Stored records
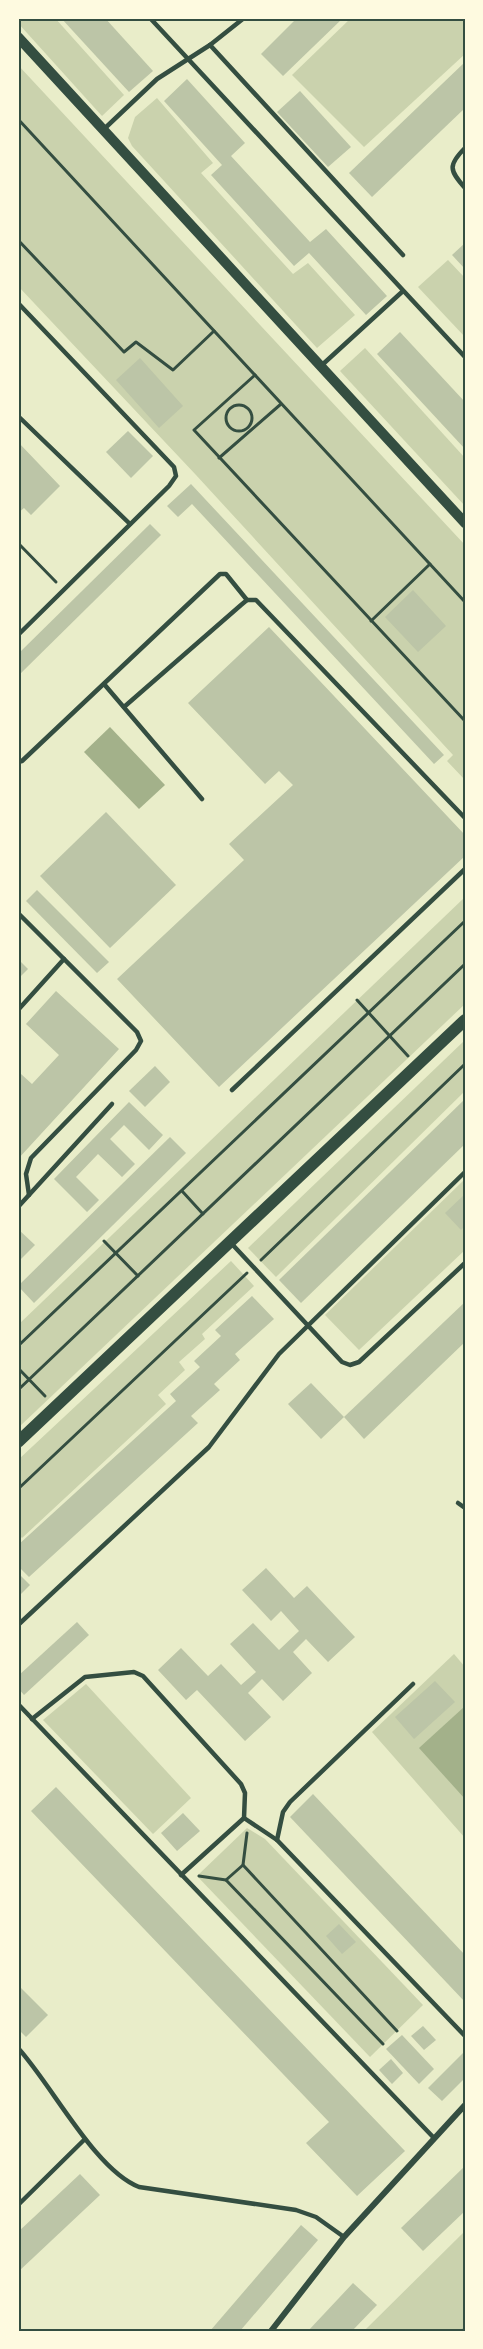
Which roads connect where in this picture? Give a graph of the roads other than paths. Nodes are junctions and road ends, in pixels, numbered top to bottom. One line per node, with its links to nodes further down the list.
1 (150, 18): 5 (lane)
2 (244, 18): 4 (lane)
3 (18, 37): 6 (street)
4 (210, 45): 5 (lane); 9 (lane)
5 (187, 59): 6 (lane); 10 (lane)
6 (103, 130): 13 (street)
7 (465, 148): 8 (lane)
8 (465, 188)
9 (403, 255)
10 (403, 291): 12 (lane); 13 (lane)
11 (18, 303): 16 (lane)
12 (465, 357)
13 (320, 367): 15 (street)
14 (18, 416): 16 (lane)
15 (465, 523)
16 (130, 524): 18 (lane)
17 (248, 600): 19 (lane); 20 (lane); 23 (lane)
18 (18, 635)
19 (104, 684): 20 (lane); 21 (lane)
20 (124, 707): 22 (lane)
21 (18, 762)
22 (201, 799)
23 (465, 818)
24 (465, 869): 29 (lane)
25 (18, 913): 26 (lane)
26 (64, 959): 27 (lane); 32 (lane)
27 (18, 1010)
28 (465, 1020): 34 (main road)
29 (232, 1090)
30 (112, 1104): 32 (lane)
31 (465, 1172): 36 (lane)
32 (29, 1196): 33 (lane)
33 (18, 1207)
34 (231, 1243): 36 (lane); 37 (main road)
35 (465, 1263): 36 (lane)
36 (308, 1325): 40 (lane)
37 (18, 1442)
38 (458, 1503): 39 (lane)
39 (465, 1508)
40 (18, 1625)
41 (413, 1684): 45 (lane)
42 (18, 1704): 43 (lane)
43 (32, 1719): 44 (lane); 46 (lane)
44 (244, 1818): 45 (lane); 46 (lane)
45 (277, 1840): 47 (lane)
46 (181, 1875): 50 (lane)
47 (465, 2036)
48 (18, 2048): 51 (lane)
49 (465, 2105): 50 (street)
50 (434, 2138): 53 (street)
51 (85, 2139): 52 (lane); 53 (lane)
52 (18, 2205)
53 (344, 2237): 54 (street)
54 (272, 2331)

- **THE PROBLEM**: Give the number of lines above containing the word "main", with no other text.

- **TASK SOLUTION**: 2